* [Records supplied]:
******

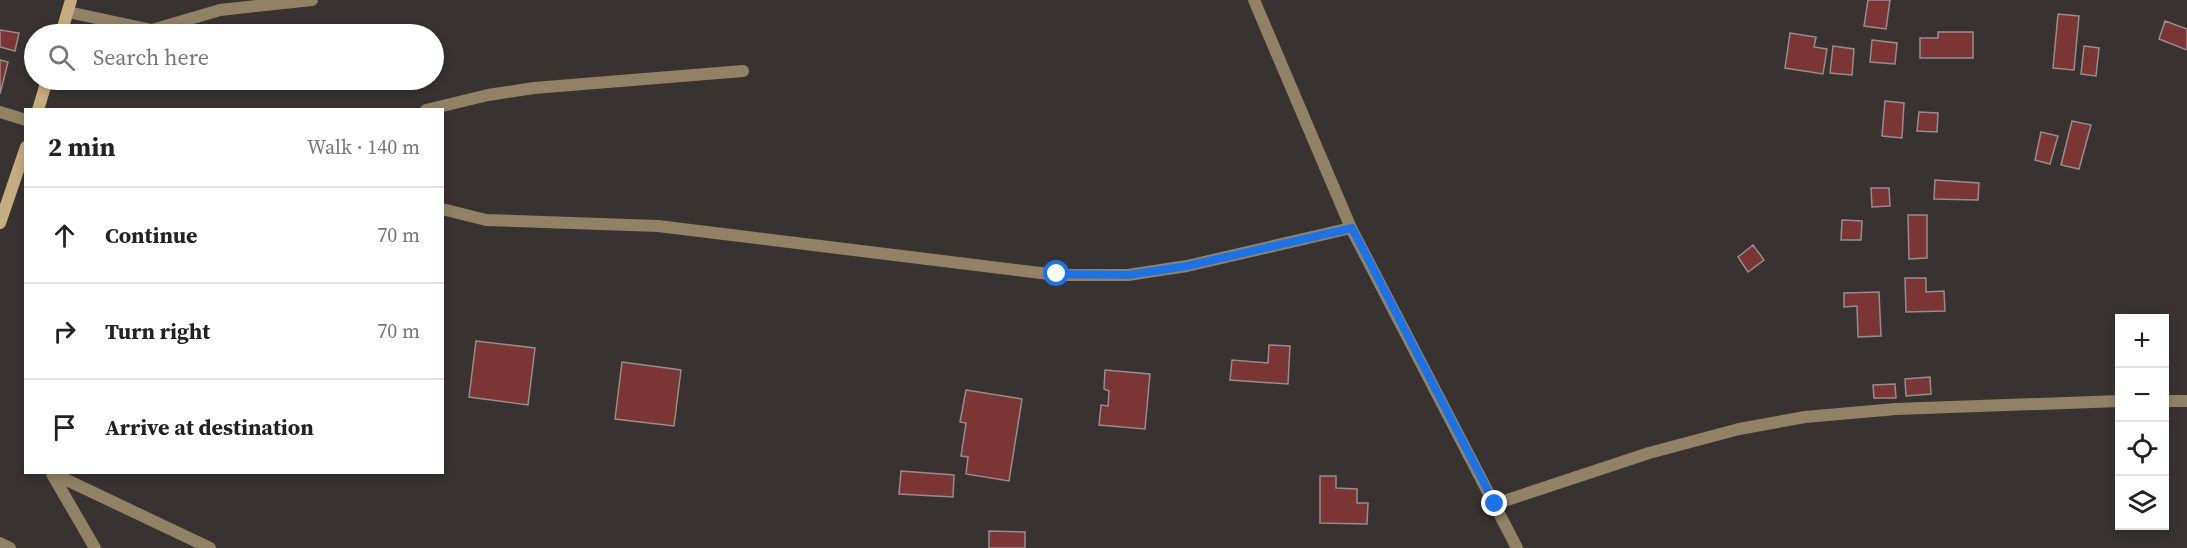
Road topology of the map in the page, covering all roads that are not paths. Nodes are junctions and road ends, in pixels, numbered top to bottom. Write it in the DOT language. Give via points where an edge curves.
graph roads {
  1 [pos="312,0"];
  2 [pos="1254,0"];
  3 [pos="70,6"];
  4 [pos="64,24"];
  5 [pos="132,24"];
  6 [pos="172,24"];
  7 [pos="743,71"];
  8 [pos="44,90"];
  9 [pos="39,108"];
  10 [pos="434,108"];
  11 [pos="0,112"];
  12 [pos="24,119"];
  13 [pos="24,153"];
  14 [pos="444,210"];
  15 [pos="0,224"];
  16 [pos="1352,228"];
  17 [pos="2115,401"];
  18 [pos="2169,401"];
  19 [pos="2187,401"];
  20 [pos="53,474"];
  21 [pos="54,474"];
  22 [pos="1495,504"];
  23 [pos="0,543"];
  24 [pos="10,548"];
  25 [pos="95,548"];
  26 [pos="210,548"];
  27 [pos="1516,548"];
  1 -- 6 [label="street" via="220,10"];
  2 -- 16 [label="street"];
  3 -- 4 [label="street"];
  3 -- 5 [label="street"];
  7 -- 10 [label="street" via="534,88"];
  8 -- 9 [label="street"];
  11 -- 12 [label="street"];
  13 -- 15 [label="street"];
  14 -- 16 [label="street" via="486,220 658,226 1057,274 1128,275 1187,266"];
  16 -- 22 [label="street"];
  17 -- 22 [label="street" via="1896,409 1805,417 1739,429 1649,453"];
  18 -- 19 [label="street"];
  20 -- 25 [label="street"];
  21 -- 26 [label="street"];
  22 -- 27 [label="street"];
  23 -- 24 [label="street"];
}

******

* [Prompt]: Could you repeat the entries word for word, skipping the pictures they contain?

* [Response to this exercise]:
Road topology of the map in the page, covering all roads that are not paths. Nodes are junctions and road ends, in pixels, numbered top to bottom. Write it in the DOT language. Give via points where an edge curves.
graph roads {
  1 [pos="312,0"];
  2 [pos="1254,0"];
  3 [pos="70,6"];
  4 [pos="64,24"];
  5 [pos="132,24"];
  6 [pos="172,24"];
  7 [pos="743,71"];
  8 [pos="44,90"];
  9 [pos="39,108"];
  10 [pos="434,108"];
  11 [pos="0,112"];
  12 [pos="24,119"];
  13 [pos="24,153"];
  14 [pos="444,210"];
  15 [pos="0,224"];
  16 [pos="1352,228"];
  17 [pos="2115,401"];
  18 [pos="2169,401"];
  19 [pos="2187,401"];
  20 [pos="53,474"];
  21 [pos="54,474"];
  22 [pos="1495,504"];
  23 [pos="0,543"];
  24 [pos="10,548"];
  25 [pos="95,548"];
  26 [pos="210,548"];
  27 [pos="1516,548"];
  1 -- 6 [label="street" via="220,10"];
  2 -- 16 [label="street"];
  3 -- 4 [label="street"];
  3 -- 5 [label="street"];
  7 -- 10 [label="street" via="534,88"];
  8 -- 9 [label="street"];
  11 -- 12 [label="street"];
  13 -- 15 [label="street"];
  14 -- 16 [label="street" via="486,220 658,226 1057,274 1128,275 1187,266"];
  16 -- 22 [label="street"];
  17 -- 22 [label="street" via="1896,409 1805,417 1739,429 1649,453"];
  18 -- 19 [label="street"];
  20 -- 25 [label="street"];
  21 -- 26 [label="street"];
  22 -- 27 [label="street"];
  23 -- 24 [label="street"];
}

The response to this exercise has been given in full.